- Record set:

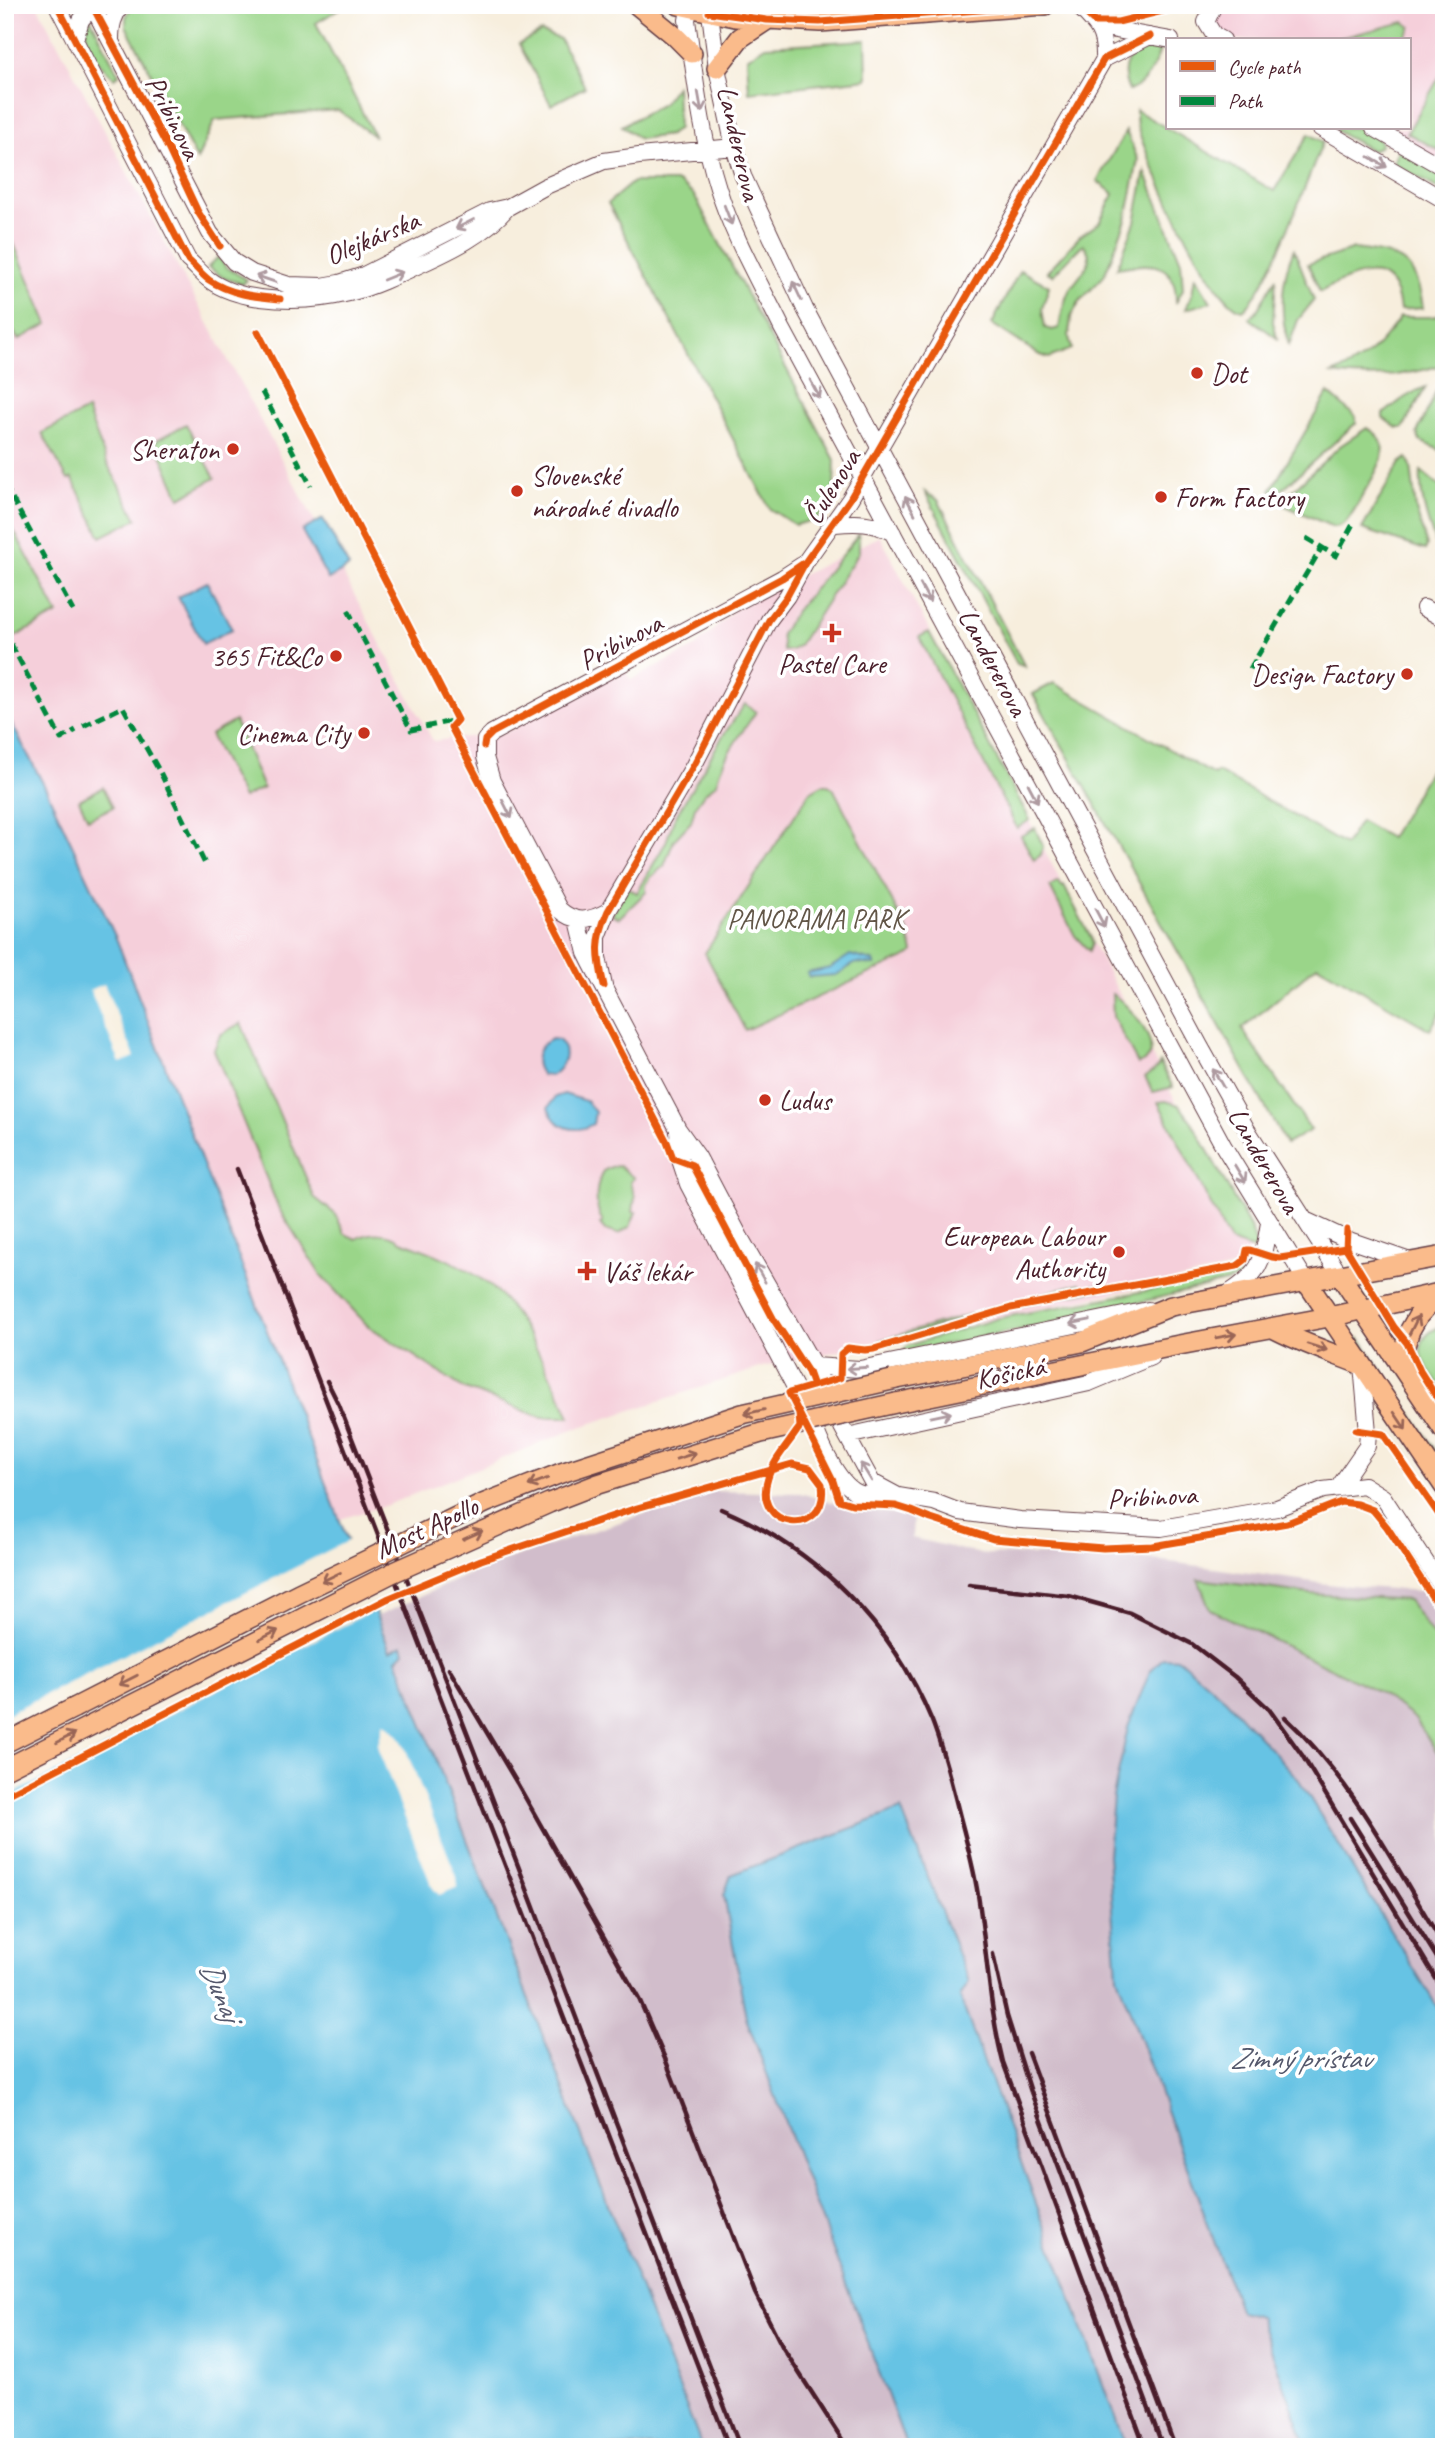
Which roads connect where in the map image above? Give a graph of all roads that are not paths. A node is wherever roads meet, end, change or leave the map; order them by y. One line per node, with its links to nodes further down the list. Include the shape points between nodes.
1 (57, 5): 14 (street, Pribinova)
2 (122, 5): 15 (street, via 111,25)
3 (637, 5): 16 (main road)
4 (1045, 5): 9 (main road, via 820,22)
5 (1077, 5): 10 (street)
6 (1214, 5): 12 (street, via 1206,22)
7 (93, 6): 14 (street, via 81,20); 15 (street, Pribinova)
8 (695, 7): 9 (main road); 16 (street, Landererova, via 687,20); 18 (street, Landererova)
9 (767, 20): 18 (main road, via 740,38)
10 (1099, 27): 11 (street); 17 (street)
11 (1150, 36): 13 (street); 17 (street)
12 (1218, 38)
13 (1166, 39)
14 (75, 40): 27 (street, Pribinova, via 188,260 228,290)
15 (111, 40): 26 (street, Pribinova, via 198,212)
16 (692, 53): 22 (street, Landererova, one-way to 22)
17 (1104, 59): 28 (street, Čulenova)
18 (717, 68): 21 (street, Landererova)
19 (1323, 130): 24 (street, one-way to 24)
20 (1378, 130): 23 (street)
21 (734, 147): 22 (street, Olejkárska); 28 (street, Landererova, one-way to 21, via 805,309)
22 (708, 150): 25 (street, Olejkárska, via 604,161); 29 (street, Landererova, one-way to 29, via 729,221)
23 (1444, 168)
24 (1444, 200)
25 (508, 207): 26 (street, Olejkárska, one-way to 26, via 490,211 364,275 322,286 289,285 252,274); 27 (street, Olejkárska, one-way to 25, via 337,295 393,277 492,226)
26 (220, 246)
27 (279, 299)
28 (879, 447): 29 (street, Čulenova); 39 (street, Landererova, one-way to 28, via 1200,1046)
29 (862, 476): 30 (street, Čulenova); 31 (street, Landererova)
30 (835, 524): 31 (street, via 865,522); 32 (street, Čulenova)
31 (893, 533): 40 (street, Landererova, one-way to 40)
32 (806, 561): 35 (street, Čulenova); 36 (street, Pribinova, one-way to 36, via 485,740 492,781 554,901)
33 (1424, 608): 34 (street)
34 (1444, 619)
35 (608, 911): 36 (street); 37 (street, Čulenova, via 598,937)
36 (578, 920): 37 (street, via 586,953)
37 (604, 986): 38 (street)
38 (678, 1129): 54 (street, one-way to 38); 57 (street, via 680,1160 688,1184)
39 (1305, 1220): 42 (street); 43 (street, Landererova)
40 (1269, 1223): 44 (street, Landererova); 46 (street, via 1263,1259 1249,1280)
41 (1444, 1256): 42 (main road, Košická)
42 (1413, 1262): 43 (main road, Košická)
43 (1340, 1275): 44 (main road, Košická); 48 (main road, Landererova)
44 (1306, 1281): 46 (main road, Košická); 49 (main road, Landererova)
45 (1441, 1292): 48 (main road, Košická); 52 (main road, one-way to 45, via 1418,1316)
46 (1223, 1296): 47 (main road, Košická)
47 (1171, 1306): 54 (street, Košická, one-way to 54, via 860,1369); 55 (main road, Košická, via 1082,1342)
48 (1363, 1310): 49 (main road, Košická); 52 (main road, Landererova)
49 (1329, 1317): 50 (main road, Košická); 53 (main road, Landererova)
50 (1273, 1328): 51 (main road, Košická, one-way to 50); 53 (main road, one-way to 53)
51 (1179, 1345): 58 (main road, Košická); 60 (street, Košická, one-way to 51, via 1090,1383)
52 (1399, 1364): 59 (main road, Landererova)
53 (1362, 1365): 61 (main road, Landererova, one-way to 61); 62 (street, via 1367,1446)
54 (814, 1366): 56 (street)
55 (892, 1380): 65 (main road, Most Apollo, one-way to 65, bridge, via 742,1414 485,1503)
56 (824, 1387)
57 (798, 1394)
58 (896, 1403): 66 (main road, Most Apollo, one-way to 58, bridge, via 392,1573 550,1503 761,1433)
59 (1444, 1430)
60 (844, 1431): 63 (street, Pribinova, one-way to 60, via 872,1482); 63 (street, via 814,1428 843,1479 862,1494)
61 (1444, 1486)
62 (1338, 1488): 63 (street, Pribinova, via 1277,1508 1161,1528 1008,1518 960,1512); 64 (street, Pribinova, via 1364,1485 1383,1497)
63 (898, 1496)
64 (1444, 1590)
65 (5, 1743)
66 (5, 1769)

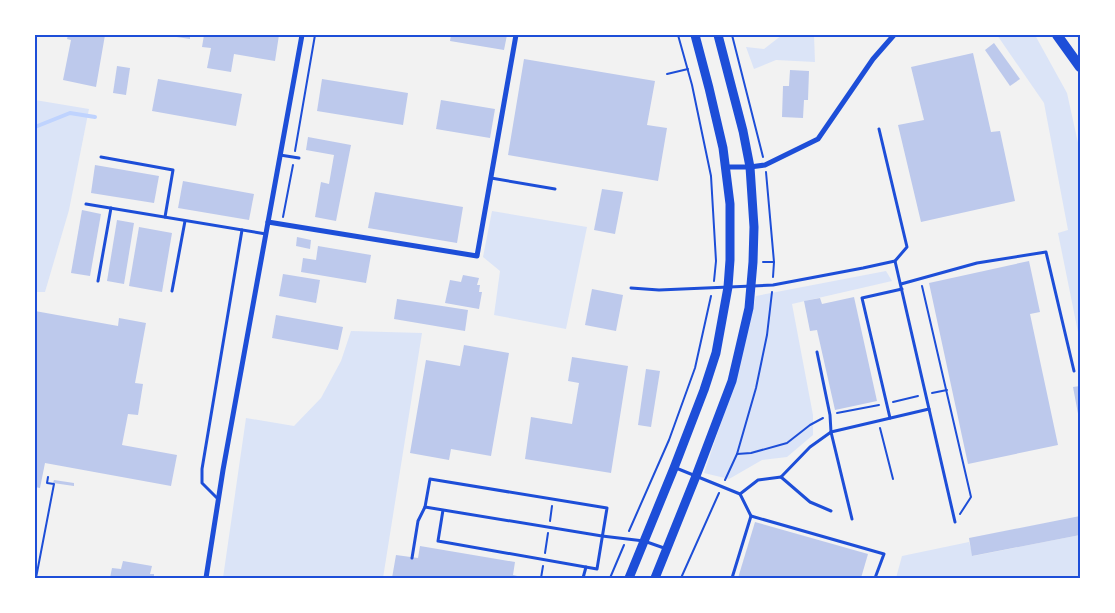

- Activity:
Please set down every record above exactly as it appears, leaving out the pictures.

- Solved exercise:
Which roads connect where in the map image above? Give a graph of all roads that are not paths. A node is wherever roads meet, end, change or leave the map; order them by y. One line per node, with its links to nodes further down the list. Include the shape points between nodes.
1 (57, 5): 14 (street, Pribinova)
2 (122, 5): 15 (street, via 111,25)
3 (637, 5): 16 (main road)
4 (1045, 5): 9 (main road, via 820,22)
5 (1077, 5): 10 (street)
6 (1214, 5): 12 (street, via 1206,22)
7 (93, 6): 14 (street, via 81,20); 15 (street, Pribinova)
8 (695, 7): 9 (main road); 16 (street, Landererova, via 687,20); 18 (street, Landererova)
9 (767, 20): 18 (main road, via 740,38)
10 (1099, 27): 11 (street); 17 (street)
11 (1150, 36): 13 (street); 17 (street)
12 (1218, 38)
13 (1166, 39)
14 (75, 40): 27 (street, Pribinova, via 188,260 228,290)
15 (111, 40): 26 (street, Pribinova, via 198,212)
16 (692, 53): 22 (street, Landererova, one-way to 22)
17 (1104, 59): 28 (street, Čulenova)
18 (717, 68): 21 (street, Landererova)
19 (1323, 130): 24 (street, one-way to 24)
20 (1378, 130): 23 (street)
21 (734, 147): 22 (street, Olejkárska); 28 (street, Landererova, one-way to 21, via 805,309)
22 (708, 150): 25 (street, Olejkárska, via 604,161); 29 (street, Landererova, one-way to 29, via 729,221)
23 (1444, 168)
24 (1444, 200)
25 (508, 207): 26 (street, Olejkárska, one-way to 26, via 490,211 364,275 322,286 289,285 252,274); 27 (street, Olejkárska, one-way to 25, via 337,295 393,277 492,226)
26 (220, 246)
27 (279, 299)
28 (879, 447): 29 (street, Čulenova); 39 (street, Landererova, one-way to 28, via 1200,1046)
29 (862, 476): 30 (street, Čulenova); 31 (street, Landererova)
30 (835, 524): 31 (street, via 865,522); 32 (street, Čulenova)
31 (893, 533): 40 (street, Landererova, one-way to 40)
32 (806, 561): 35 (street, Čulenova); 36 (street, Pribinova, one-way to 36, via 485,740 492,781 554,901)
33 (1424, 608): 34 (street)
34 (1444, 619)
35 (608, 911): 36 (street); 37 (street, Čulenova, via 598,937)
36 (578, 920): 37 (street, via 586,953)
37 (604, 986): 38 (street)
38 (678, 1129): 54 (street, one-way to 38); 57 (street, via 680,1160 688,1184)
39 (1305, 1220): 42 (street); 43 (street, Landererova)
40 (1269, 1223): 44 (street, Landererova); 46 (street, via 1263,1259 1249,1280)
41 (1444, 1256): 42 (main road, Košická)
42 (1413, 1262): 43 (main road, Košická)
43 (1340, 1275): 44 (main road, Košická); 48 (main road, Landererova)
44 (1306, 1281): 46 (main road, Košická); 49 (main road, Landererova)
45 (1441, 1292): 48 (main road, Košická); 52 (main road, one-way to 45, via 1418,1316)
46 (1223, 1296): 47 (main road, Košická)
47 (1171, 1306): 54 (street, Košická, one-way to 54, via 860,1369); 55 (main road, Košická, via 1082,1342)
48 (1363, 1310): 49 (main road, Košická); 52 (main road, Landererova)
49 (1329, 1317): 50 (main road, Košická); 53 (main road, Landererova)
50 (1273, 1328): 51 (main road, Košická, one-way to 50); 53 (main road, one-way to 53)
51 (1179, 1345): 58 (main road, Košická); 60 (street, Košická, one-way to 51, via 1090,1383)
52 (1399, 1364): 59 (main road, Landererova)
53 (1362, 1365): 61 (main road, Landererova, one-way to 61); 62 (street, via 1367,1446)
54 (814, 1366): 56 (street)
55 (892, 1380): 65 (main road, Most Apollo, one-way to 65, bridge, via 742,1414 485,1503)
56 (824, 1387)
57 (798, 1394)
58 (896, 1403): 66 (main road, Most Apollo, one-way to 58, bridge, via 392,1573 550,1503 761,1433)
59 (1444, 1430)
60 (844, 1431): 63 (street, Pribinova, one-way to 60, via 872,1482); 63 (street, via 814,1428 843,1479 862,1494)
61 (1444, 1486)
62 (1338, 1488): 63 (street, Pribinova, via 1277,1508 1161,1528 1008,1518 960,1512); 64 (street, Pribinova, via 1364,1485 1383,1497)
63 (898, 1496)
64 (1444, 1590)
65 (5, 1743)
66 (5, 1769)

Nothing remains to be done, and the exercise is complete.